1 tablespoon ground flax
3 tablespoons room temperature water
1/2 cup shelled, raw hemp seeds
1 tablespoon organic cane sugar
2 packets stevia powder
1/4 teaspoon baking soda
1/4 cup raisins, coarsely chopped
1/2 cup crunchy almond butter (or peanut butter)

Preheat the oven to 350 degrees. 

Make a flax egg by combining the ground flax seeds and water in a small cup. Beat with a fork until the mixture becomes gooey. Set aside.

In a medium size bowl, mix the hemp seeds, sugar, stevia and baking soda. 

Stir in the chopped raisins until they are separated and coated.

Coat chopped raisins with hemp mixture to prevent clumping

Add the nut butter and the flax egg and stir until well combined.
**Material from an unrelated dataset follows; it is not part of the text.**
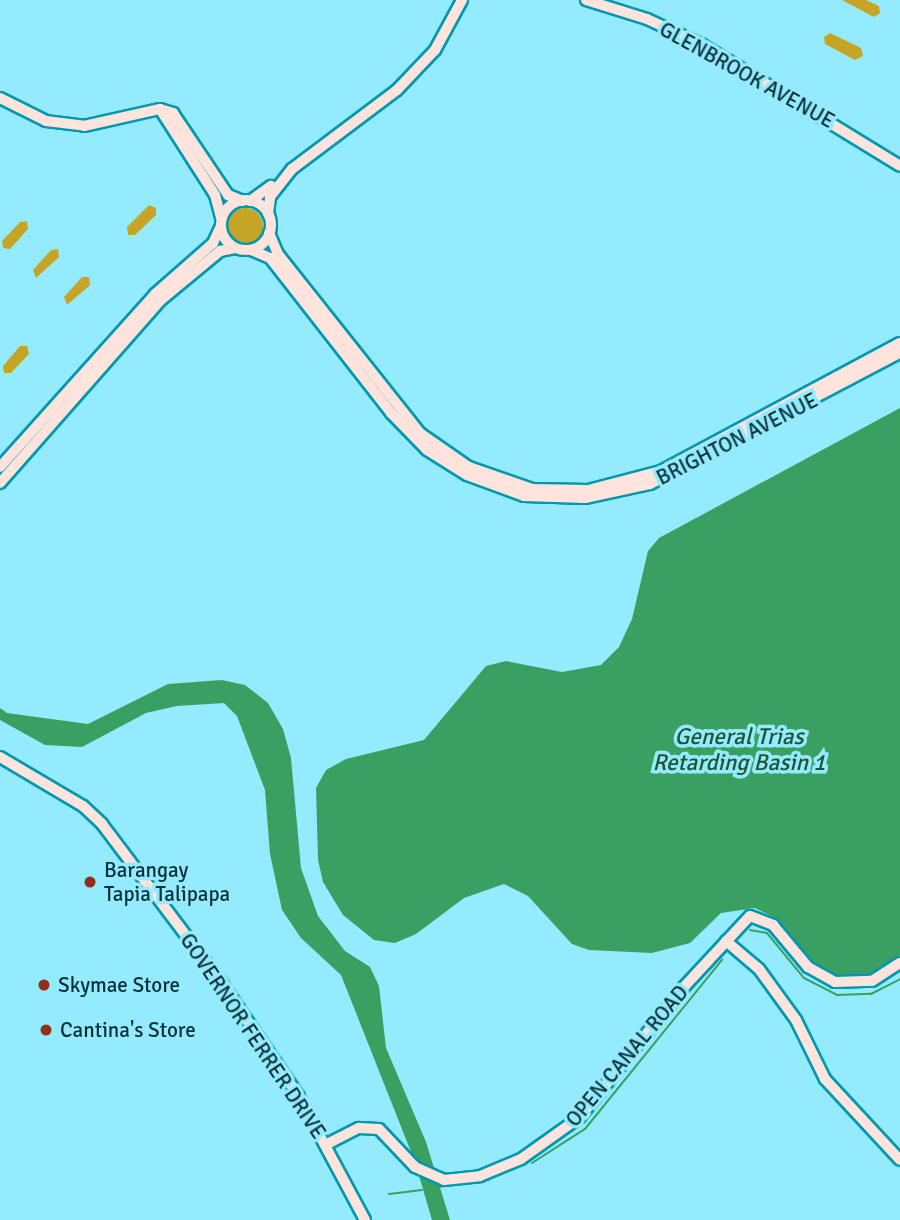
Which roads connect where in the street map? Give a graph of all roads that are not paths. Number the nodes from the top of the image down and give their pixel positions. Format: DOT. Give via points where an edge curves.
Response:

Mix in nut butter and flax egg

Using a tablespoon or a small cookie scoop, drop tablespoons of batter onto an un-greased cookie sheet. Flatten with the back of a fork.

Flatten with a fork

Bake in the preheated oven until they firm up and brown slightly, about 13 minutes.

Remove from the oven and let cool on the cookie sheet for 5 to 10 minutes. Move them to a serving plate and let cool completely. Enjoy!

Per cookie: 75 calories, 6 g total fat, 0.6 g saturated fat, 563 mg omega-3 and 1,979 mg omega-6 fatty acids, 0 mg cholesterol, 3 g protein, 3 g carbohydrate, 0.5 g dietary fiber and 49 mg sodium.